Resistant starch is a powerful type of carbohydrate that has been linked to weight loss and promoting digestive health. However, many Western diets seem to have forgotten about resistant starch and its health benefits. Australians are estimated to only consume 3- 9g on average despite the Australian National Health and Medical Research Council’s (NHMRC) recommendation of 20g per day.

Many of you know that the CSIRO has developed the Goodness Superfoods hero ingredient BARLEYmax® and conducts a variety of research to benefit the Australian public. Recently, the CSIRO published research which suggests that resistant starch may even offer the potential to help protect against bowel cancer. The article on CSIRO’s website writes “Consumption of resistant starch leads to positive changes in the bowel and could protect against genetic damage implicated in bowel cancer. “ Naturally, this caught our attention!

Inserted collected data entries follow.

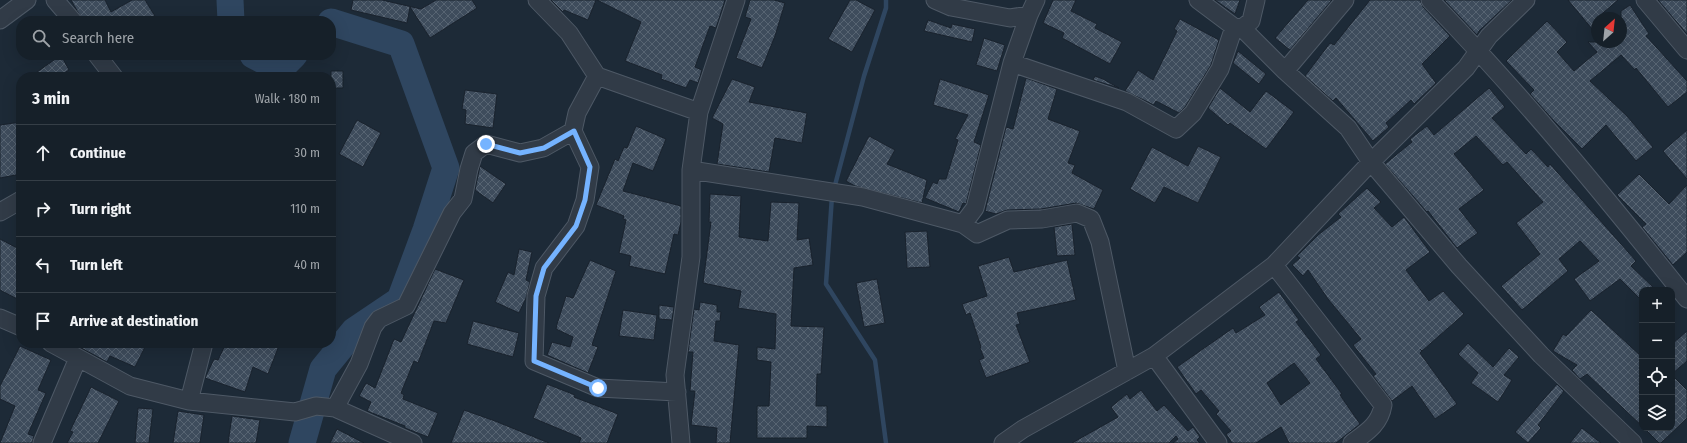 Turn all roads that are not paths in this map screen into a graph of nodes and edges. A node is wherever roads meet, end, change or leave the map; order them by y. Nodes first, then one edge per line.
1 (27, 0) edge
2 (56, 0) edge
3 (537, 0) edge
4 (736, 0) edge
5 (935, 0) edge
6 (1198, 0) edge
7 (1256, 0) edge
8 (1345, 0) edge
9 (1430, 0) edge
10 (1526, 0) edge
11 (1644, 0) edge
12 (1032, 7) edge
13 (69, 16) edge
14 (0, 20) edge
15 (1238, 27) junction
16 (1479, 50) junction
17 (1687, 50) edge
18 (100, 60) edge
19 (1012, 63) junction
20 (1285, 70) junction
21 (107, 72) edge
22 (598, 76) junction
23 (699, 112) junction
24 (574, 131) junction
25 (1371, 162) junction
26 (691, 170) junction
27 (16, 203) edge
28 (0, 212) edge
29 (963, 224) junction
30 (1274, 265) junction
31 (1687, 299) edge
32 (0, 318) edge
33 (16, 326) edge
34 (60, 348) edge
35 (203, 348) edge
36 (1154, 356) junction
37 (78, 358) junction
38 (1127, 371) junction
39 (677, 392) junction
40 (189, 401) junction
41 (335, 408) junction
42 (42, 443) edge
43 (413, 443) edge
44 (681, 443) edge
45 (1004, 443) edge
46 (1218, 443) edge
47 (1352, 443) edge
48 (1633, 443) edge

1 - 14 street
2 - 13 street
3 - 22 street
4 - 23 street
5 - 12 street
6 - 15 street
7 - 15 street
8 - 20 street
9 - 16 street
10 - 16 street
11 - 17 street
12 - 19 street
15 - 19 street
15 - 20 street
16 - 25 street
16 - 31 street
18 - 21 street
19 - 29 street
20 - 25 street
22 - 23 street
22 - 24 street
23 - 26 street
24 - 39 street
24 - 41 street
25 - 30 street
25 - 48 street
26 - 29 street
26 - 39 street
27 - 28 street
29 - 38 street
30 - 36 street
30 - 47 street
32 - 33 street
34 - 37 street
35 - 40 street
36 - 38 street
36 - 46 street
37 - 40 street
37 - 42 street
38 - 45 street
39 - 44 street
40 - 41 street
41 - 43 street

Sadly, in Australia bowel cancer is the second most common cancer and 30 people are newly diagnosed every day! So how do you ensure you get enough on resistant starch into your daily diet? It’s easy:

You are off to a great start of the day with a bowl of our traditional oats and barley porridge which provides you with 0.5g of resistant starch. Add a medium sized banana to your porridge which gives you another 4.7g of resistant starch.

For lunch why not indulge in our new Barley wraps? Two wraps provide you with 0.6g resistant starch but add ingredients such as a fresh mixed bean salad with coriander, mint and lemon grass for an extra boost in resistant starch. Cannelloni beans have a resistant starch content of 3.8g on average and chick peas 2.1g.

Dinner should be light for a flat tummy but not light in nutrition so why not cook a vegetable soup with some pearl barley? Pearl barley has a high resistant starch content of 1.9g on average and you can toast some of our Barley wraps to dip into the soup instead of bread.